_The task:_
Below are entries. Pull out all lines containing "down".

_Task material:_
------------------------------------
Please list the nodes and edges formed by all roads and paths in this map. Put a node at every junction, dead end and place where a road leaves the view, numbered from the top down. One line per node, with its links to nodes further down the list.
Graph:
------------------------------------
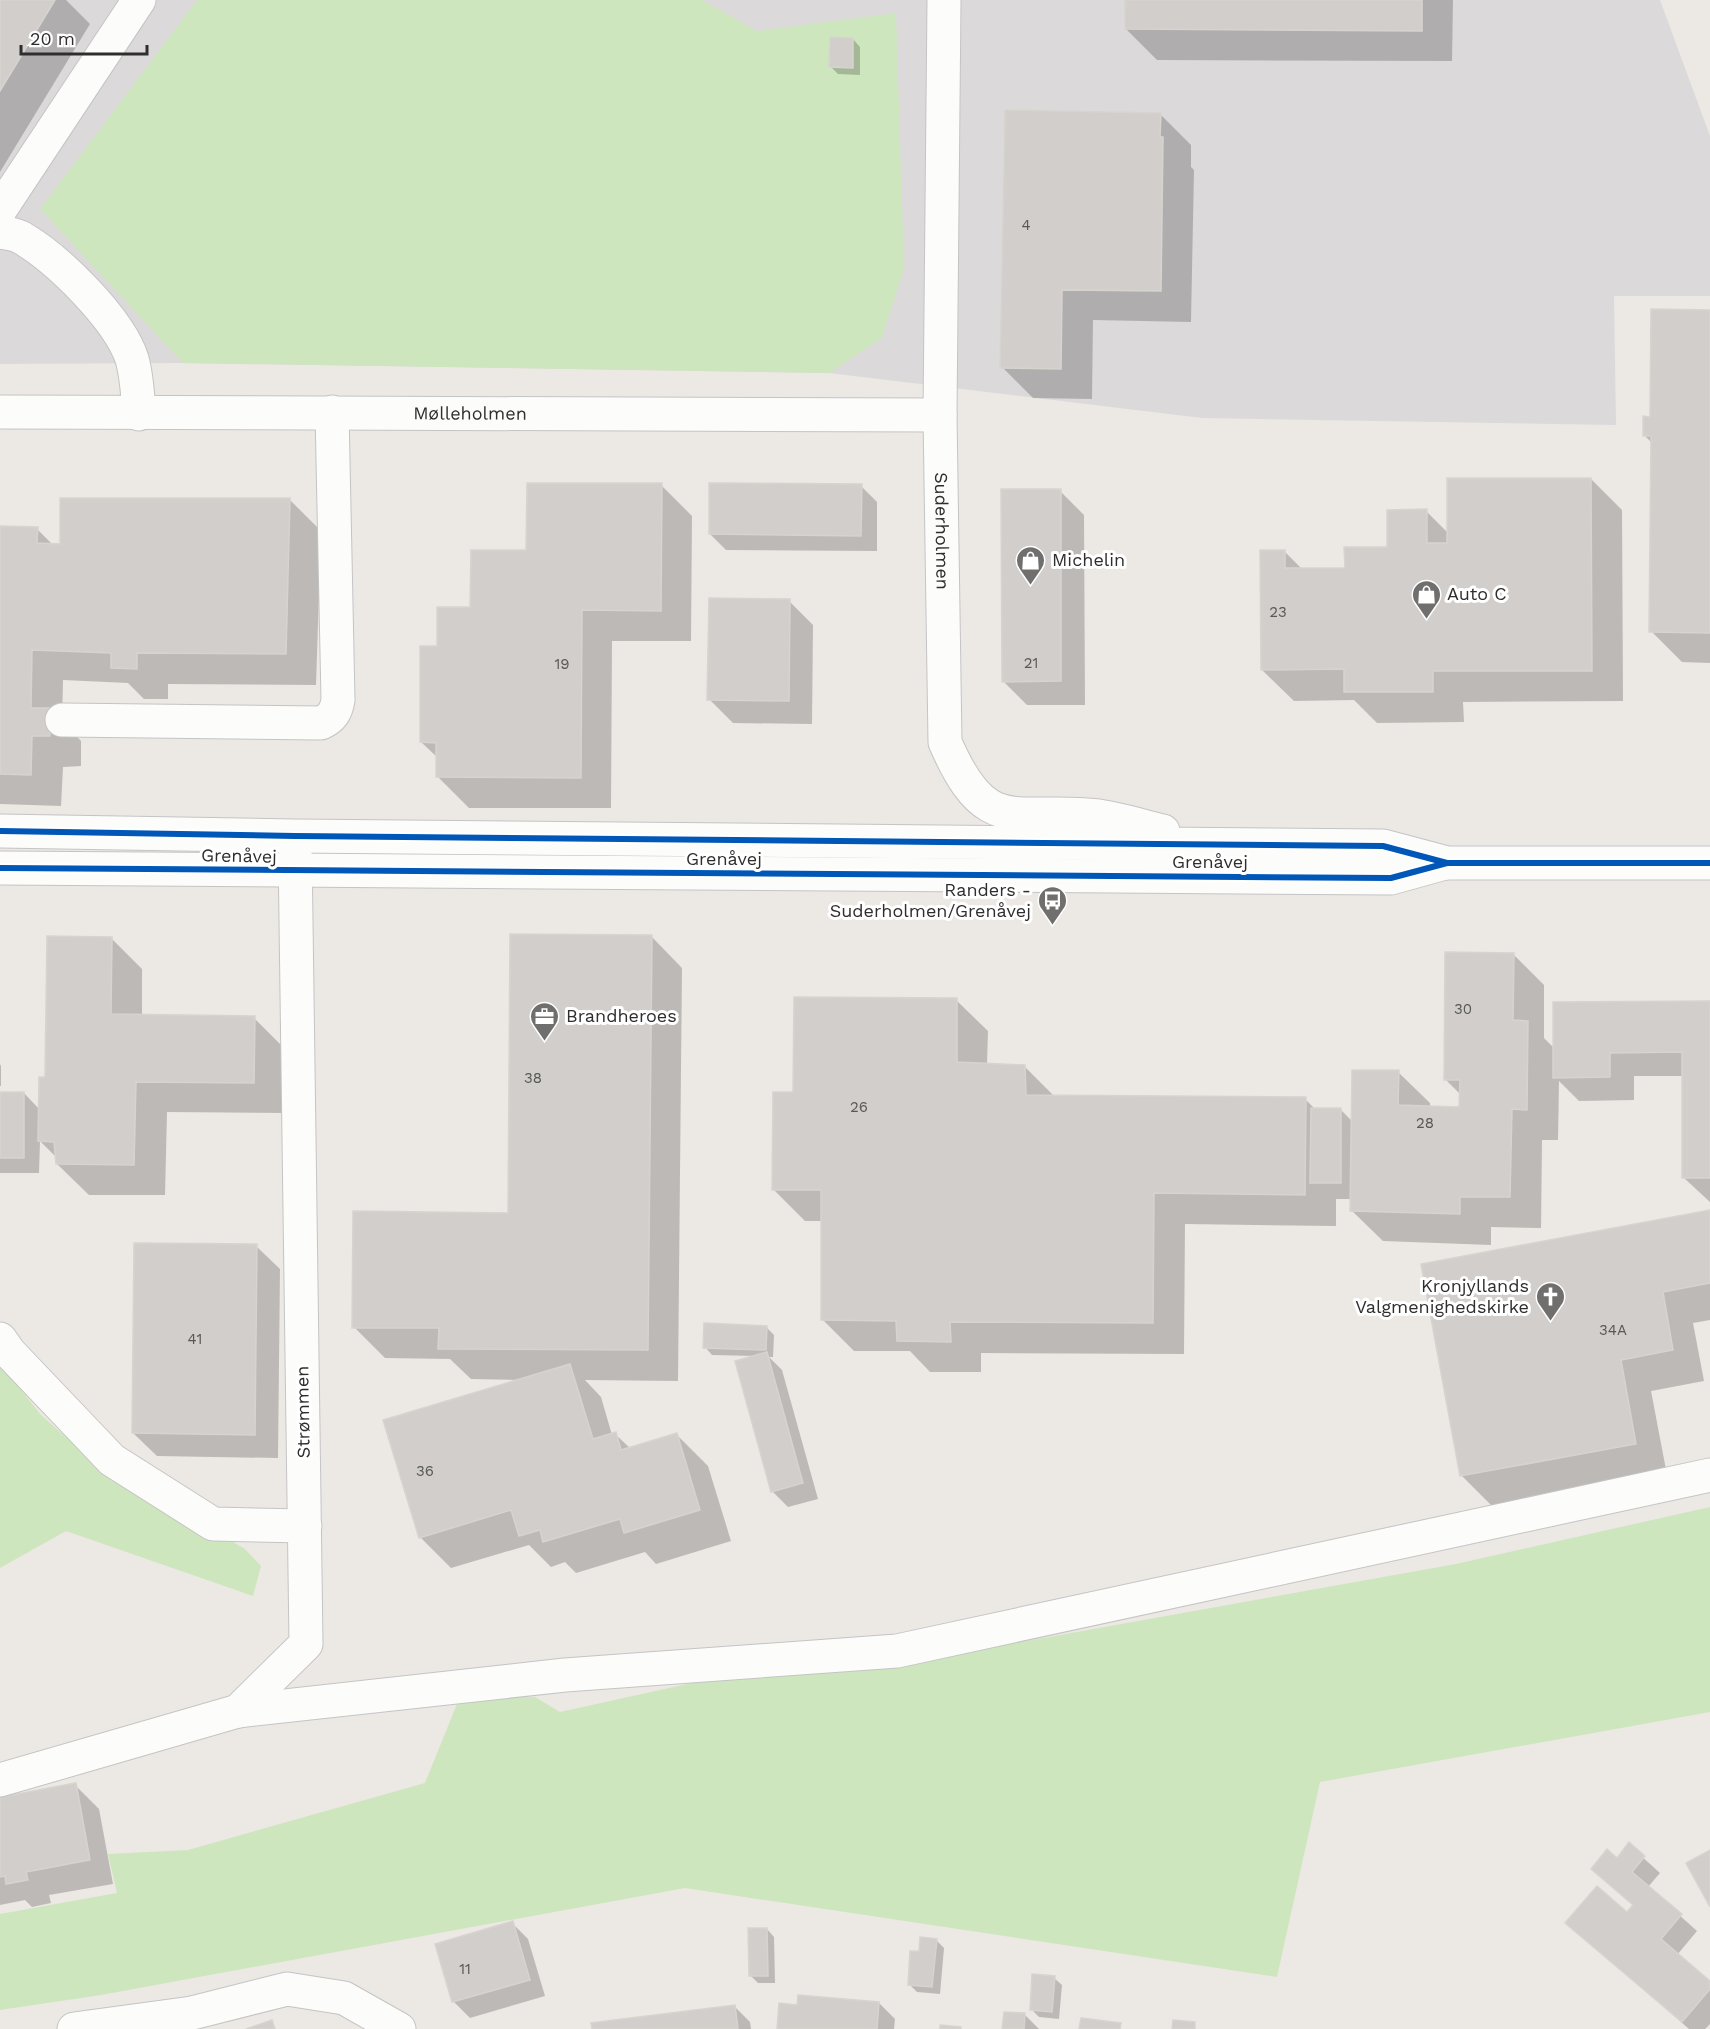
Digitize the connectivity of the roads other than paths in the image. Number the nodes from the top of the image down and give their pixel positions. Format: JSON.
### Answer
------------------------------------
_Task solution:_
Please list the nodes and edges formed by all roads and paths in this map. Put a node at every junction, dead end and place where a road leaves the view, numbered from the top down. One line per node, with its links to nodes further down the list.
Digitize the connectivity of the roads other than paths in the image. Number the nodes from the top of the image down and give their pixel positions. Format: JSON.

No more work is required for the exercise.